Reports emerged yesterday in the Evening Standard of people abusing the IT system for providing vaccine appointments to get their jabs early.
Links shared on social media leading to the online booking system by Swiftqueue have been used by people who are not in the top four categories prioritised for the first jabs by the government.
Patel was responding to a question over whether people who skip the queue should face fines.
She said: “As I’ve always said, as we say as a Government as well, all our measures are under review.
“But quite frankly right now our world-class, world-leading vaccine roll-out programme is there for the most vulnerable people – we’ve prioritised our cohorts and our groups – and our focus is on getting that vaccine to the most vulnerable to make sure we protect them and obviously protect others in the community as well.”
Responding to the Evening Standard reports that links to the Swiftqueue system used to book jabs for NHS staff were being shared online, the Prime Minister’s official spokesman said measures were in place to prevent people getting the vaccine as a result of making a “false online declaration”.
“Nobody should be seeking to queue-jump, we have set out why we are prioritising those we are, given the increased risk that those groups face,” the spokesman said.
“It is important that we provide protection to those who are most at clinical risk.”
During the conference, Dr Diwakar sought to allay fears of the safety of the vaccine.
He pointed to skepticism that was high in some Asian and black communities.
He said: “There are longstanding concerns that actually go back generations because of the history, in the way people were brought up by their grandparents, who were told by their grandparents that experiments were done in the early part of the last century, that unethical experiments were done way back in the 60s.
“I’m convinced as a doctor, having looked at all the research, looked at the processes that we have through the medicines health regulatory authority, this is a safe and effective vaccine.
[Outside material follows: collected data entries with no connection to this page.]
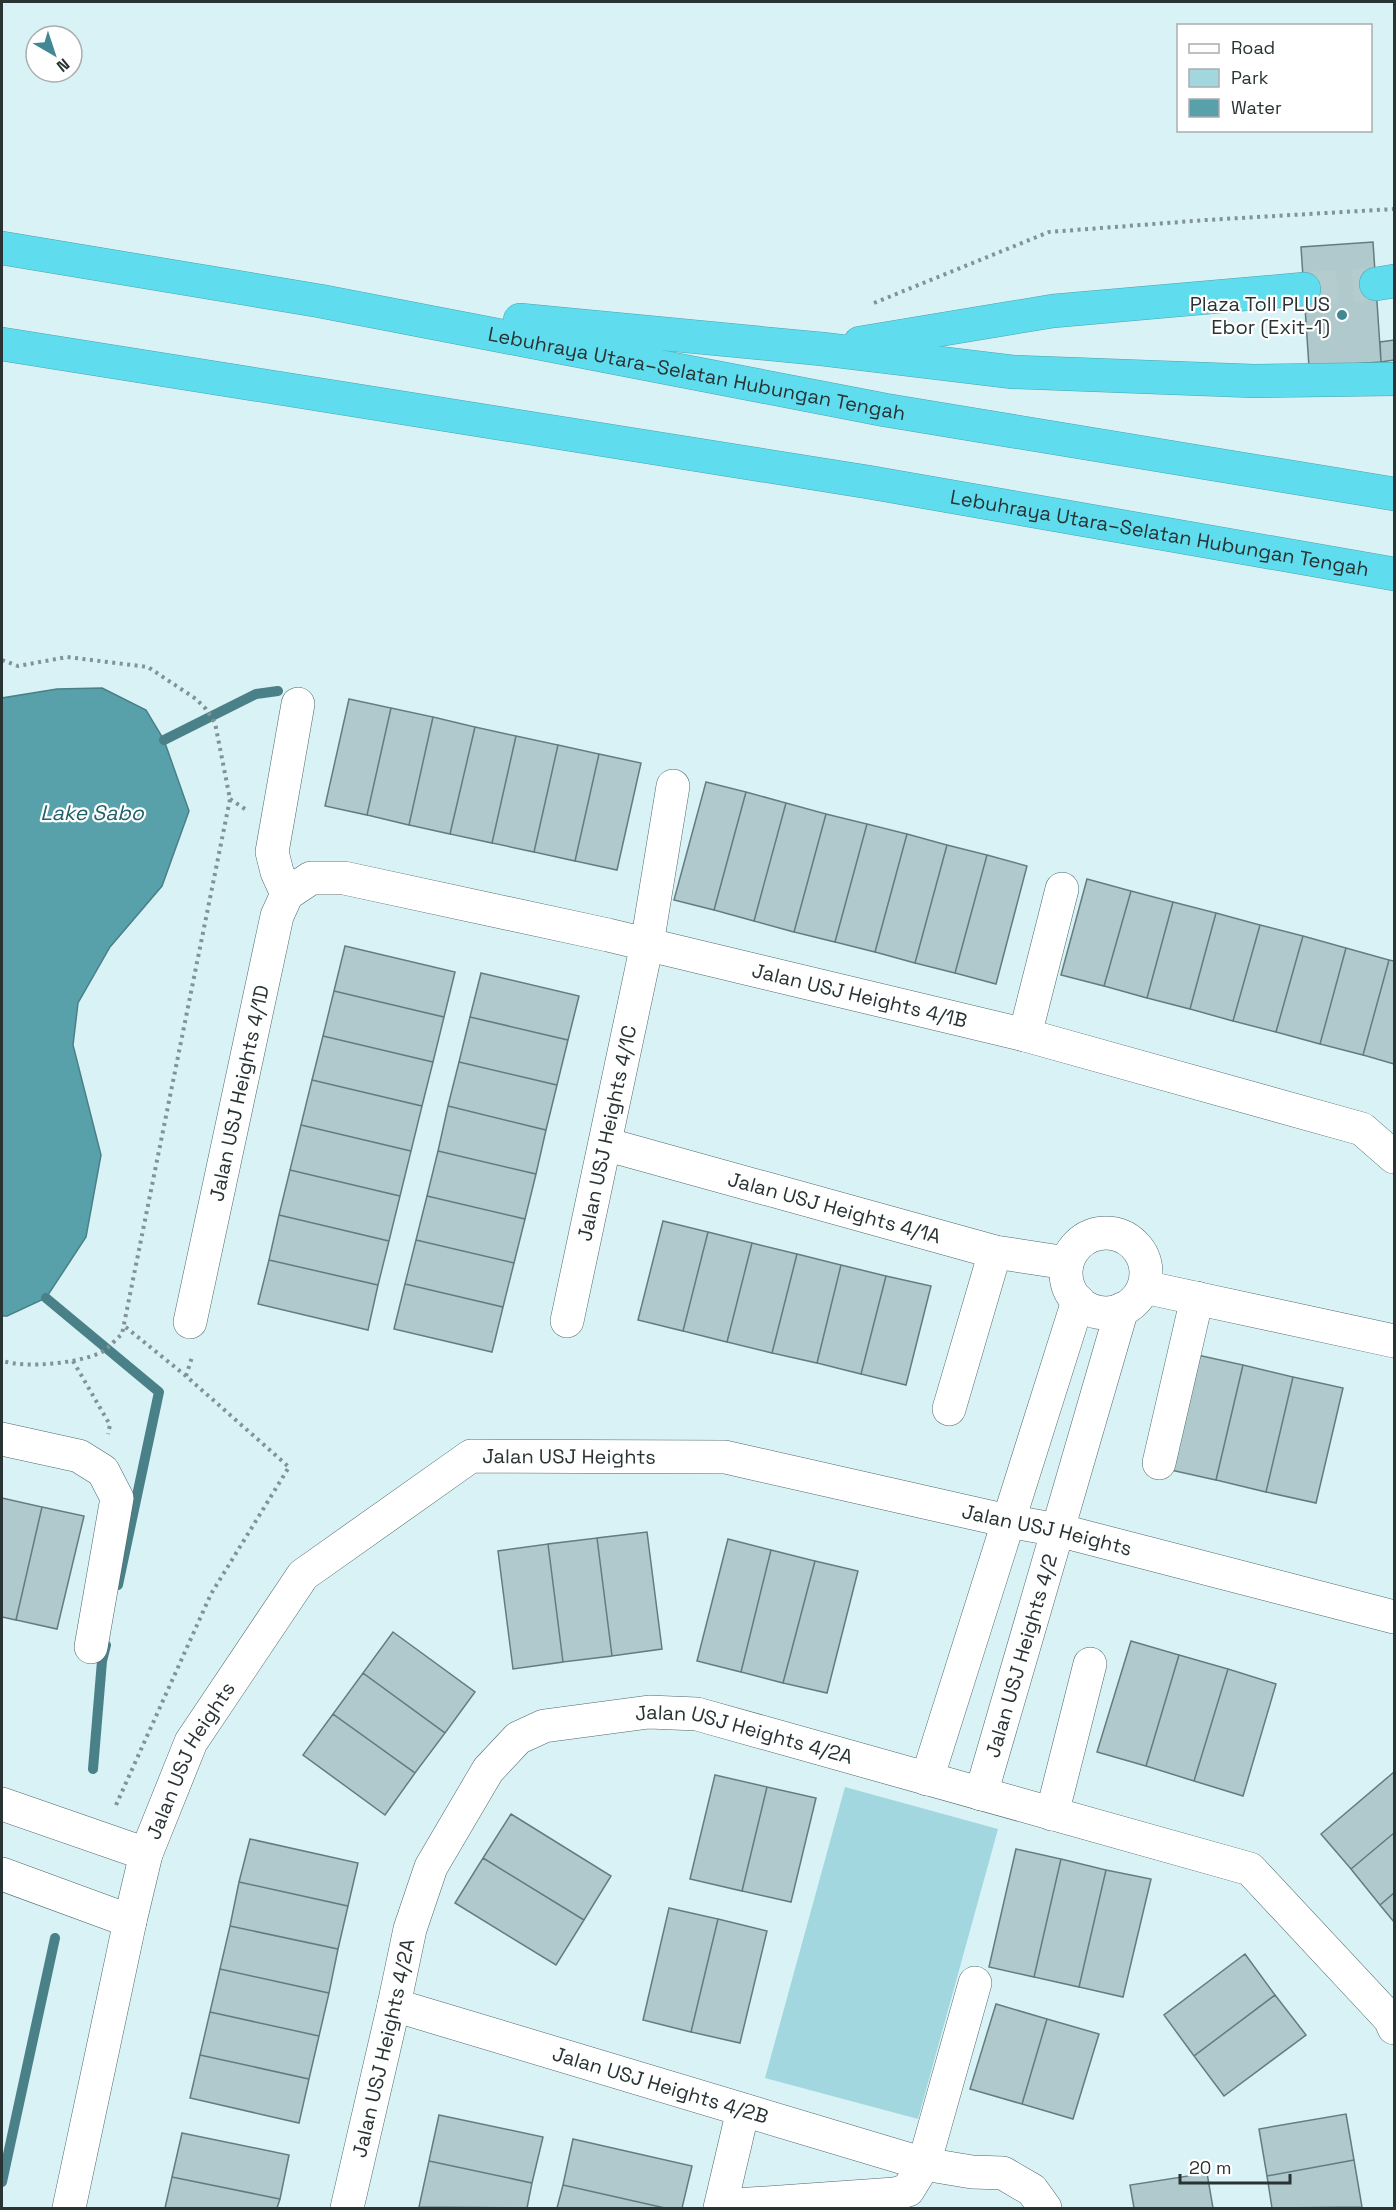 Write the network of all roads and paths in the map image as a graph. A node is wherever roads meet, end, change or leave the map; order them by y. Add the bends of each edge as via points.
1 (1395, 209) edge
2 (2, 248) edge
3 (1304, 289) tunnel mouth
4 (320, 301) junction
5 (867, 306) dead end
6 (2, 344) edge
7 (822, 349) junction
8 (1395, 379) edge
9 (1395, 494) edge
10 (1395, 574) edge
11 (2, 660) edge
12 (298, 704) dead end
13 (673, 786) dead end
14 (299, 886) junction
15 (1062, 889) dead end
16 (646, 944) junction
17 (1025, 1035) junction
18 (1389, 1141) edge
19 (605, 1144) junction
20 (994, 1252) junction
21 (1067, 1263) junction
22 (1133, 1298) junction
23 (1197, 1298) junction
24 (1078, 1301) junction
25 (567, 1321) dead end
26 (190, 1322) dead end
27 (123, 1325) junction
28 (1395, 1341) edge
29 (2, 1361) edge
30 (73, 1361) junction
31 (949, 1409) dead end
32 (2, 1439) edge
33 (1159, 1463) dead end
34 (103, 1471) junction
35 (1008, 1521) junction
36 (1058, 1530) junction
37 (1395, 1617) edge
38 (91, 1647) dead end
39 (1090, 1664) dead end
40 (927, 1779) junction
41 (981, 1794) junction
42 (2, 1804) edge
43 (1052, 1814) junction
44 (101, 1838) junction
45 (147, 1854) junction
46 (2, 1874) edge
47 (130, 1921) junction
48 (975, 1983) dead end
49 (394, 2005) junction
50 (1395, 2028) edge
51 (743, 2110) junction
52 (924, 2164) junction
53 (720, 2207) edge
54 (69, 2208) edge
55 (347, 2208) edge
56 (1045, 2208) edge

1 - 5 path via 1050,232
2 - 4 highway, Lebuhraya Utara–Selatan Hubungan Tengah
3 - 7 highway via 1053,311
4 - 7 highway
4 - 9 highway, Lebuhraya Utara–Selatan Hubungan Tengah via 885,410
6 - 10 highway, Lebuhraya Utara–Selatan Hubungan Tengah via 856,480
7 - 8 highway via 1013,372 1254,381
11 - 27 path via 18,666 67,657 148,667 196,699 215,723 230,799
12 - 14 street via 272,852 276,872
13 - 16 street, Jalan USJ Heights 4/1C
14 - 16 street, Jalan USJ Heights 4/1B via 344,878
14 - 26 street, Jalan USJ Heights 4/1D via 278,916
15 - 17 street
16 - 17 street, Jalan USJ Heights 4/1B
16 - 19 street, Jalan USJ Heights 4/1C
17 - 18 street, Jalan USJ Heights 4/1B via 1326,1118
19 - 20 street, Jalan USJ Heights 4/1A
19 - 25 street, Jalan USJ Heights 4/1C
20 - 21 street, Jalan USJ Heights 4/1A
20 - 31 street
21 - 22 street via 1073,1251 1093,1235 1106,1233 1130,1240 1146,1268
21 - 24 street via 1070,1290
22 - 23 street
22 - 24 street via 1111,1312 1098,1312
22 - 36 street, Jalan USJ Heights 4/2
23 - 28 street
23 - 33 street
24 - 35 street
27 - 30 path via 122,1334 102,1352
27 - 44 path via 289,1467 211,1594
29 - 30 path
30 - 34 path via 110,1425
32 - 34 street via 79,1456
34 - 38 street via 117,1498
35 - 36 street, Jalan USJ Heights
35 - 40 street
35 - 45 street, Jalan USJ Heights via 725,1457 471,1456 303,1575 191,1742
36 - 37 street, Jalan USJ Heights
36 - 41 street, Jalan USJ Heights 4/2
39 - 43 street
40 - 41 street, Jalan USJ Heights 4/2A
40 - 49 street, Jalan USJ Heights 4/2A via 697,1714 649,1712 544,1726 518,1738 488,1770 431,1867 410,1929
41 - 43 street, Jalan USJ Heights 4/2A
42 - 44 street
43 - 50 street, Jalan USJ Heights 4/2A via 1250,1869
44 - 45 street
45 - 47 street, Jalan USJ Heights
46 - 47 street
47 - 54 street, Jalan USJ Heights
48 - 52 street
49 - 51 street, Jalan USJ Heights 4/2B
49 - 55 street, Jalan USJ Heights 4/2A
51 - 52 street, Jalan USJ Heights 4/2B
51 - 53 street
52 - 53 street via 908,2190 895,2194
52 - 56 street, Jalan USJ Heights 4/2B via 1003,2173 1032,2190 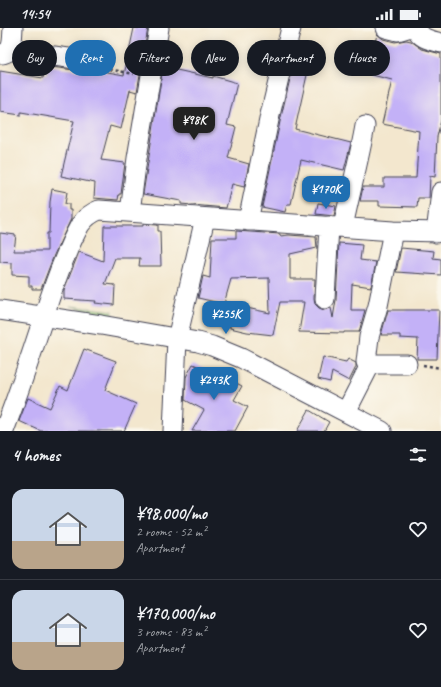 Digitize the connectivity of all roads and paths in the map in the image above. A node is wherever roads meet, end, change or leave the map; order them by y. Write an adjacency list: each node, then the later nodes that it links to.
1 (14, 28): 8 (street)
2 (159, 28): 11 (street)
3 (291, 28): 16 (street)
4 (386, 28): 5 (street)
5 (408, 28)
6 (416, 28): 7 (street)
7 (441, 43)
8 (5, 52): 9 (street)
9 (65, 58)
10 (116, 71): 11 (path)
11 (150, 77): 14 (street)
12 (365, 126): 17 (street)
13 (441, 192): 19 (street)
14 (130, 212): 15 (street); 22 (street)
15 (205, 218): 16 (street); 23 (street)
16 (248, 221): 17 (street)
17 (336, 226): 18 (street); 20 (street)
18 (392, 231): 19 (street); 25 (street)
19 (439, 232)
20 (325, 299)
21 (0, 310): 22 (street)
22 (44, 316): 23 (street); 27 (street)
23 (177, 338): 26 (street); 28 (street)
24 (407, 364): 25 (street)
25 (369, 367): 26 (street)
26 (346, 412): 29 (street)
27 (8, 429)
28 (173, 431)
29 (382, 431) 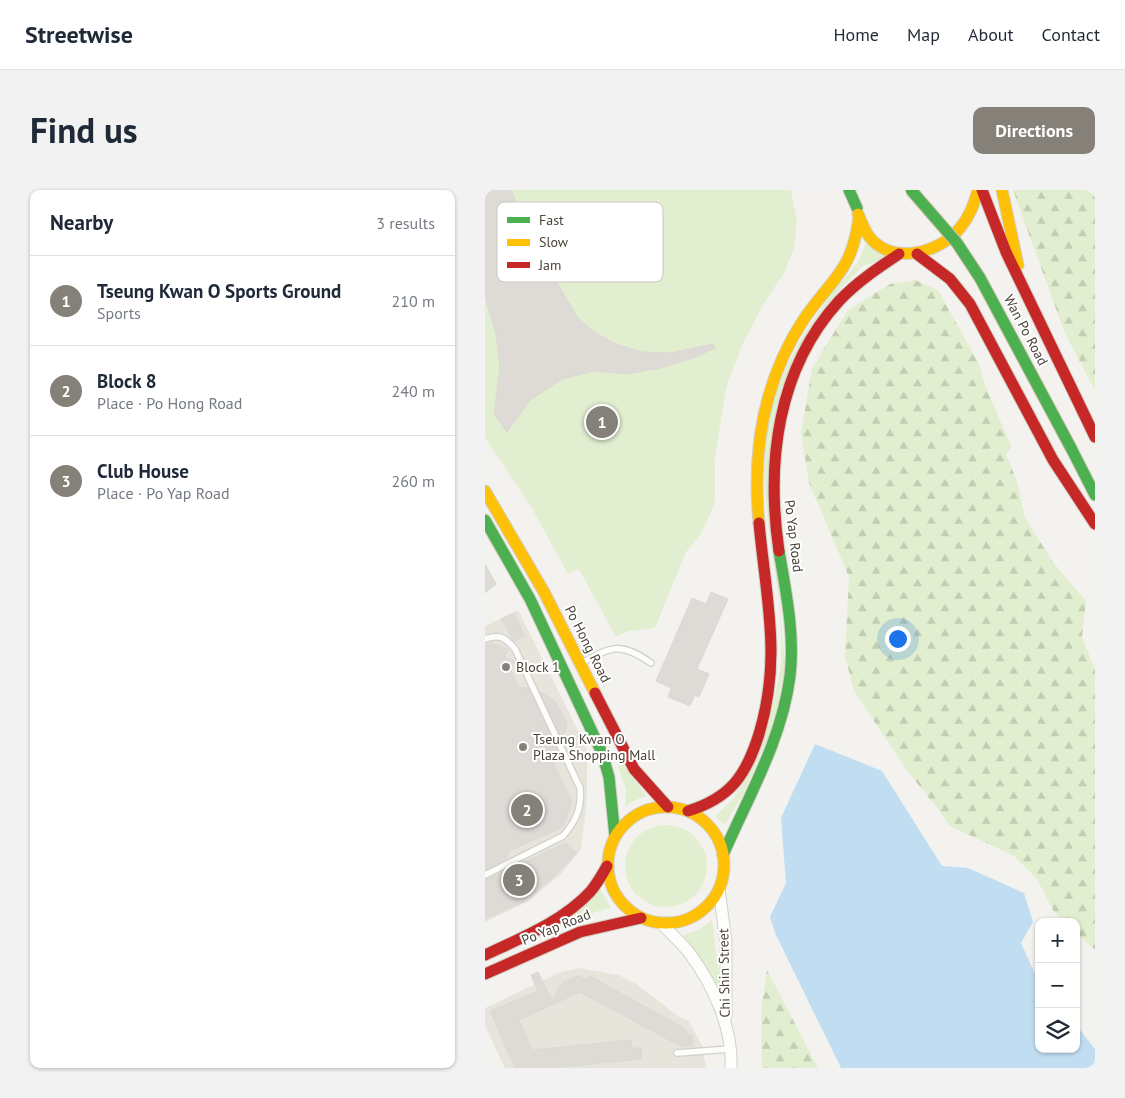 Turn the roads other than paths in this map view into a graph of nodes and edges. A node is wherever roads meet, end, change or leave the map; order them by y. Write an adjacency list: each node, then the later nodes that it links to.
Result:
1 (849, 190): 7 (main road)
2 (857, 190): 7 (main road, Po Yap Road)
3 (911, 190): 12 (main road, Wan Po Road, bridge)
4 (922, 190): 12 (main road, Wan Po Road)
5 (980, 190): 9 (main road); 10 (main road, Wan Po Road)
6 (1002, 190): 10 (main road)
7 (858, 212): 8 (main road); 22 (main road, Po Yap Road)
8 (899, 254): 9 (main road); 24 (main road, Po Yap Road)
9 (917, 254): 17 (main road)
10 (1019, 275): 11 (main road, Wan Po Road)
11 (1095, 437)
12 (1075, 445): 13 (main road, Wan Po Road); 15 (main road, Wan Po Road)
13 (1095, 478)
14 (485, 491): 19 (main road, Po Hong Road)
15 (1095, 495)
16 (485, 520): 23 (main road)
17 (1095, 524)
18 (485, 639): 26 (lane)
19 (582, 663): 20 (lane); 21 (main road, Po Hong Road)
20 (651, 663)
21 (668, 807): 22 (main road, Po Yap Road); 23 (main road, Po Yap Road)
22 (688, 811): 24 (main road, Po Yap Road)
23 (615, 837): 25 (main road, Po Yap Road)
24 (723, 855): 27 (main road, Po Yap Road)
25 (607, 866): 28 (main road, Po Yap Road); 30 (main road, Po Yap Road)
26 (485, 875)
27 (719, 889): 29 (main road, Po Yap Road); 32 (street, Chi Shin Street)
28 (641, 918): 29 (main road, Po Yap Road); 31 (main road, Po Yap Road)
29 (661, 923): 32 (street, Chi Shin Street)
30 (485, 956)
31 (485, 974)
32 (726, 1027): 33 (street, Chi Shin Street)
33 (730, 1049): 34 (lane); 35 (street, Chi Shin Street)
34 (677, 1053)
35 (731, 1068)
“The things that happened historically in the past have not happened now we have good research evidence and I would urge people who are offered the vaccine to come together.”
Government data up to January 20 shows of the 5,437,284 jabs given in the UK so far, 4,973,248 were first doses – a rise of 363,508 on the previous day’s figures.
Some 464,036 were second doses, an increase of 3,411 on figures released the previous day.
The seven-day rolling average of first doses given in the UK is now 293,571.
Based on the latest figures, an average of 401,070 first doses of vaccine would be needed each day in order to meet the Government’s target of 15 million first doses by February 15.